++++ AVAILABLE DATA

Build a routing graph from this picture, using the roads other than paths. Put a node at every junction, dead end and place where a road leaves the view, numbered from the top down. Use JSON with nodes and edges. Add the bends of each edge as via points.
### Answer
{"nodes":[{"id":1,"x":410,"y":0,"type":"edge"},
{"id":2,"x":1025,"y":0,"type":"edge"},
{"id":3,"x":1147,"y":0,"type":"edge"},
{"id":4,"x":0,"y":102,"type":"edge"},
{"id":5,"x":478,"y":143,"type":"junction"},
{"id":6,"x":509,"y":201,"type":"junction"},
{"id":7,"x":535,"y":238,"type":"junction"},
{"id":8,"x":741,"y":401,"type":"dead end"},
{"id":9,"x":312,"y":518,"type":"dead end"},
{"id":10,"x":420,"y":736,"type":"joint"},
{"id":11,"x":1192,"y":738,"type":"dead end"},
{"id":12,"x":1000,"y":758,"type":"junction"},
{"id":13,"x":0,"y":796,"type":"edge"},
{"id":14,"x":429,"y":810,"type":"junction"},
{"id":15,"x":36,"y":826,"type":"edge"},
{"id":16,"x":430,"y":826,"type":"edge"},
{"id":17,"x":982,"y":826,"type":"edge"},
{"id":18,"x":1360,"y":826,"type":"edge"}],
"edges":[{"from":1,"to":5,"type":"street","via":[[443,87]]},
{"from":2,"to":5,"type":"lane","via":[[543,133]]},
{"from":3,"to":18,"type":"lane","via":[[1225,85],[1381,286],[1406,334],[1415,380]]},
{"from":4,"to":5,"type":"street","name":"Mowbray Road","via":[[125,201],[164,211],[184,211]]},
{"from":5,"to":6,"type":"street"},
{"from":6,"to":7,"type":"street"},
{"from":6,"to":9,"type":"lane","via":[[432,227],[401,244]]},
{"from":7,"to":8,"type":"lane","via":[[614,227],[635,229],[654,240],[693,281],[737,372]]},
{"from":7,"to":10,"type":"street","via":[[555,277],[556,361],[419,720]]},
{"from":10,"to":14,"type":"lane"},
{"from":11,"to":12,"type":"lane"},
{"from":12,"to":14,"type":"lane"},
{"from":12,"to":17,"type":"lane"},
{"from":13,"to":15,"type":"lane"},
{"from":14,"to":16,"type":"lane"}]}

++++++++
++++ AVAILABLE DATA

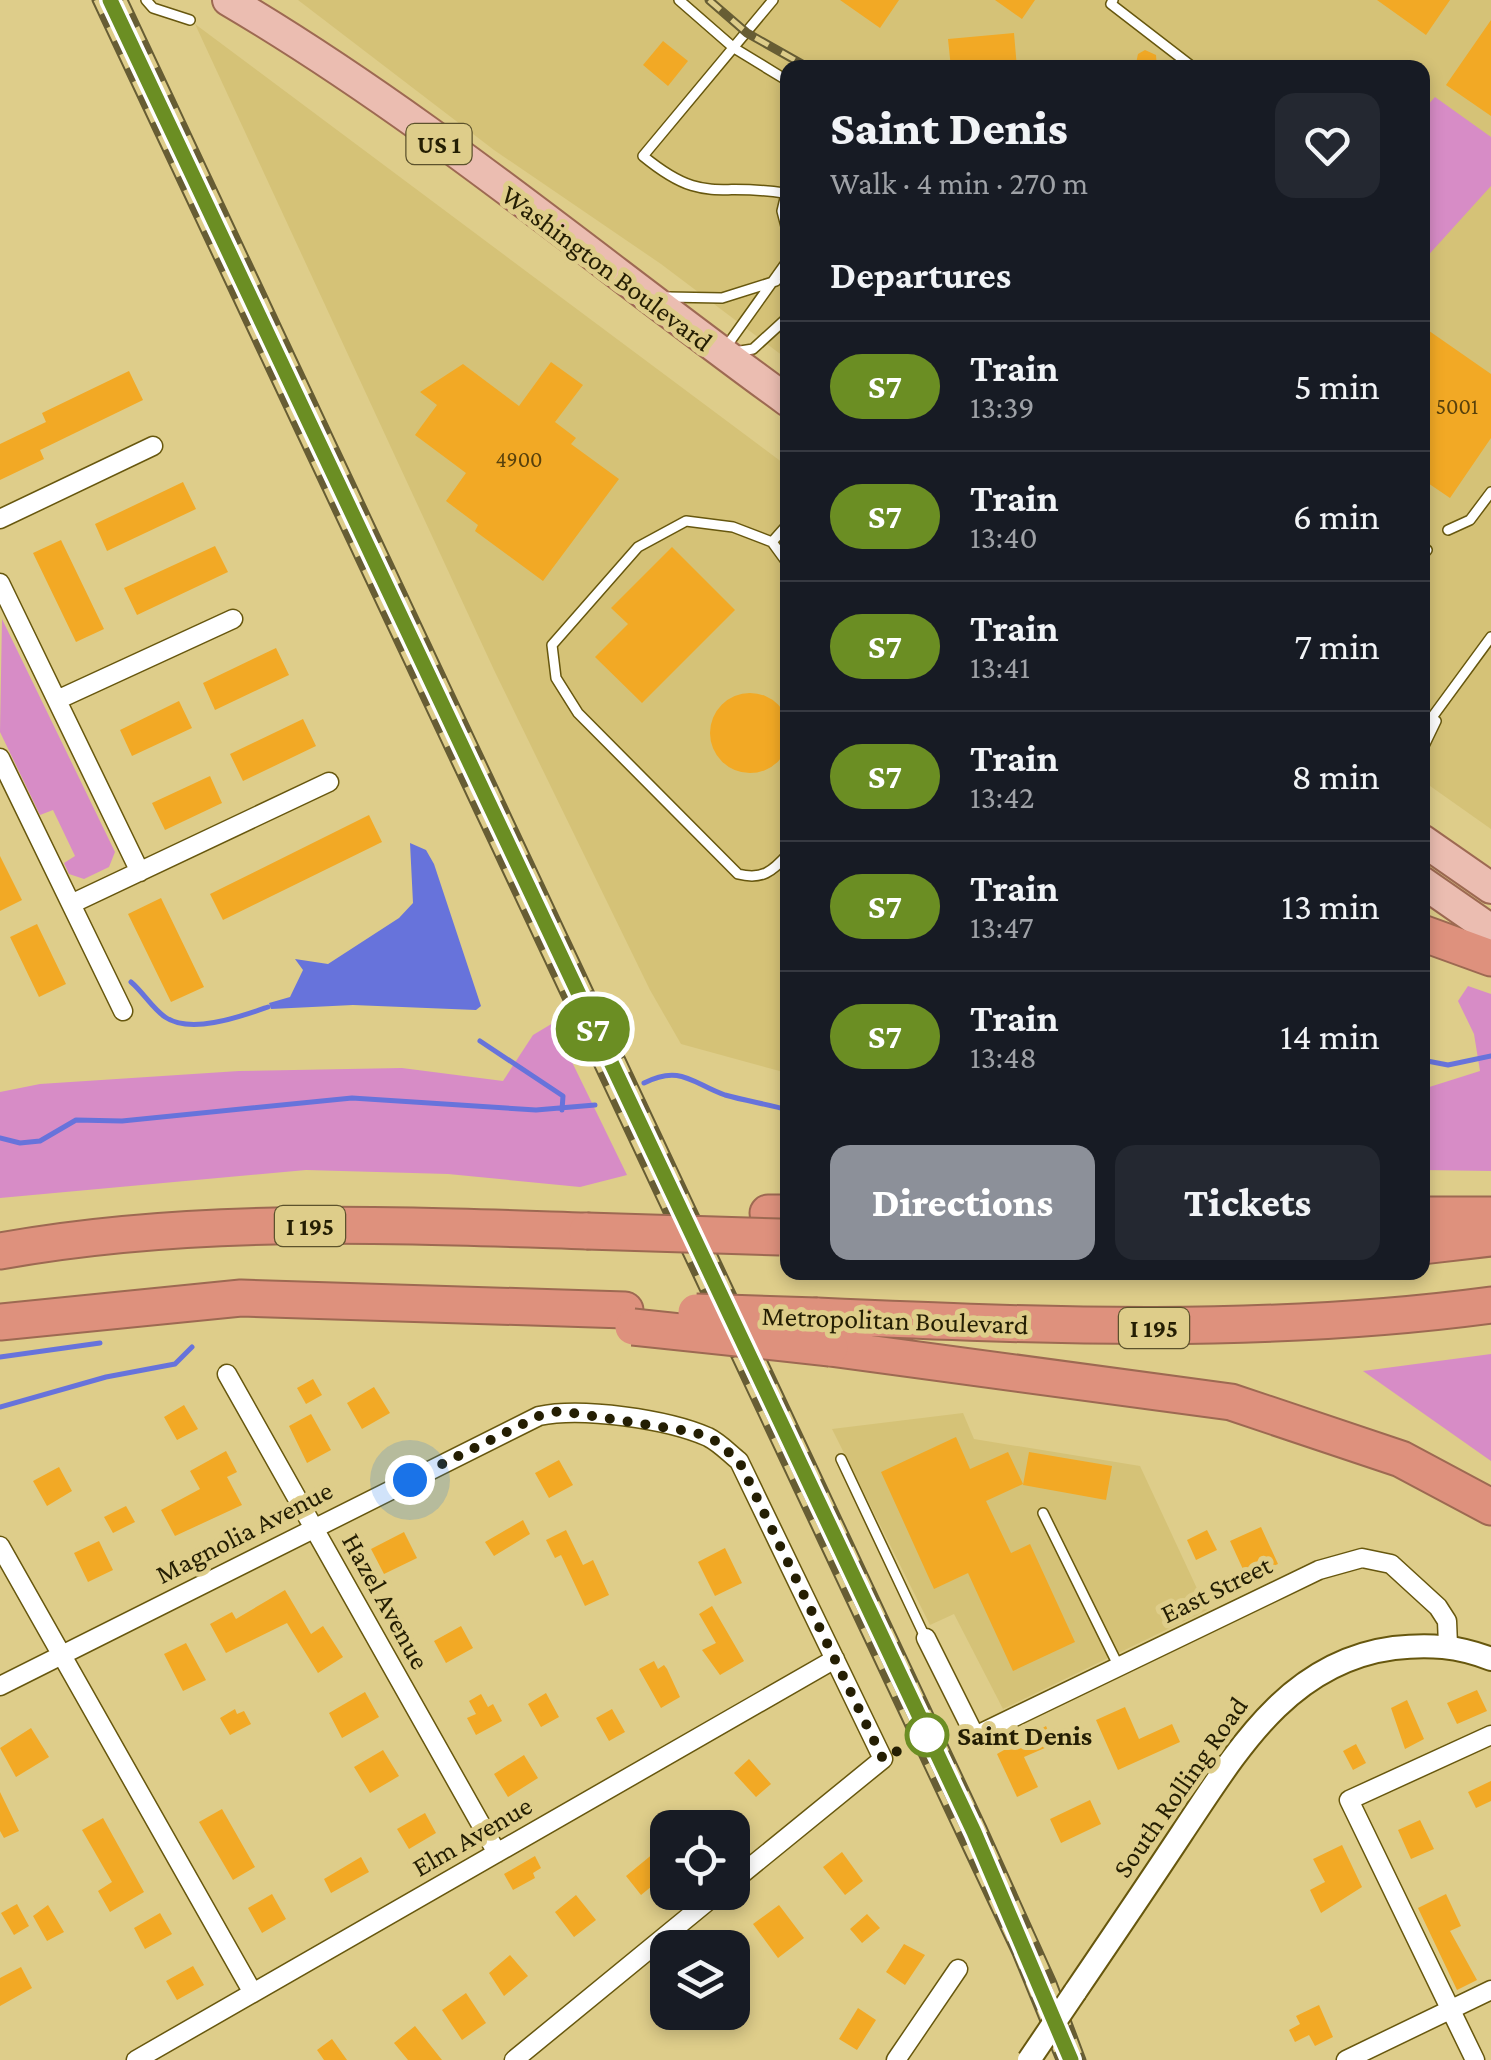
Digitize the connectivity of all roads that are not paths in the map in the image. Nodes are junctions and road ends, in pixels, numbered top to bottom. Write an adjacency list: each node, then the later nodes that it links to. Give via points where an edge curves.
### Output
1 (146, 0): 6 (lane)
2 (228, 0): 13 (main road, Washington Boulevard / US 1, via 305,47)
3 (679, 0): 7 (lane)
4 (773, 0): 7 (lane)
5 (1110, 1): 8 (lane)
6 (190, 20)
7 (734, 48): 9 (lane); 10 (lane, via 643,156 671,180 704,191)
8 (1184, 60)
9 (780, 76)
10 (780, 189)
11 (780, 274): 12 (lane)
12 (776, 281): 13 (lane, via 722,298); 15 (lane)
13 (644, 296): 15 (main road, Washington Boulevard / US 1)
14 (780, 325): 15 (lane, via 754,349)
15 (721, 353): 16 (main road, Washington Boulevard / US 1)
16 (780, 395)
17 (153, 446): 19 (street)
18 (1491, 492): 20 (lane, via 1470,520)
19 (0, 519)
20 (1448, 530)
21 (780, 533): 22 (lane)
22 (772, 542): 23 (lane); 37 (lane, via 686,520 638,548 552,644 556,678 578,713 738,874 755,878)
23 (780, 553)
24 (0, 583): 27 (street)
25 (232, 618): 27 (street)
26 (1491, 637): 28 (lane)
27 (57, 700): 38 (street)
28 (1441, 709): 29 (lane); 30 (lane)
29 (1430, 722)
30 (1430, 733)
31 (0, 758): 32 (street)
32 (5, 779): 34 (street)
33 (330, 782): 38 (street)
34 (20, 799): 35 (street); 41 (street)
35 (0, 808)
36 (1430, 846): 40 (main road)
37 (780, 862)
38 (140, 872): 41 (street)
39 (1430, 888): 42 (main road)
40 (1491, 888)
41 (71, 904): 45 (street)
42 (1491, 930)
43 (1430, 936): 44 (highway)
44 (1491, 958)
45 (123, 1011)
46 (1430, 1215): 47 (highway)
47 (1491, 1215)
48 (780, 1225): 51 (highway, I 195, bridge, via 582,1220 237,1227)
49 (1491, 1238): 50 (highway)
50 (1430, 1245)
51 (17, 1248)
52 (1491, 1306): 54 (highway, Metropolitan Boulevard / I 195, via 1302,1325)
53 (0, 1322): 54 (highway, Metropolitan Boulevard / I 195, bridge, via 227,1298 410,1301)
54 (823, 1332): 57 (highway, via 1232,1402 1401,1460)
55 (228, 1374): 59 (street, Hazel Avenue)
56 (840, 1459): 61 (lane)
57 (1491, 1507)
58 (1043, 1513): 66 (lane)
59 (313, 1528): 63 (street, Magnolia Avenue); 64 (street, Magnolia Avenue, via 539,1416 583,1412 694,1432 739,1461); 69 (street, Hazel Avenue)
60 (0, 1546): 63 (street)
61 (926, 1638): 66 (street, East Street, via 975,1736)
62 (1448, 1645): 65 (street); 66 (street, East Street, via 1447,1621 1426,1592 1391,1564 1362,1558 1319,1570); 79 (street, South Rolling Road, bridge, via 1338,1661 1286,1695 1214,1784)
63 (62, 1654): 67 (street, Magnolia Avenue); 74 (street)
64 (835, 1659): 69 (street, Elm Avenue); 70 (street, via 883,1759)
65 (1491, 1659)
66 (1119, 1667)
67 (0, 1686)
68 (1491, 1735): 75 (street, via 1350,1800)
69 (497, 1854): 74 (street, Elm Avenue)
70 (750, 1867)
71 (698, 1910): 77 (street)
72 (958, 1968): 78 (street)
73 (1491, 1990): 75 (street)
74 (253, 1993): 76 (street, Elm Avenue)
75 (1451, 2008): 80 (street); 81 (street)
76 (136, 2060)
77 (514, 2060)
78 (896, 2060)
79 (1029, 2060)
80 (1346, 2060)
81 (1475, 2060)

++++++++

Would you filter the records and copy out each line containing "dead"?

Build a routing graph from this picture, using the roads other than paths. Put a node at every junction, dead end and place where a road leaves the view, numbered from the top down. Use JSON with nodes and edges. Add the bends of each edge as via points.
{"id":8,"x":741,"y":401,"type":"dead end"},
{"id":9,"x":312,"y":518,"type":"dead end"},
{"id":11,"x":1192,"y":738,"type":"dead end"},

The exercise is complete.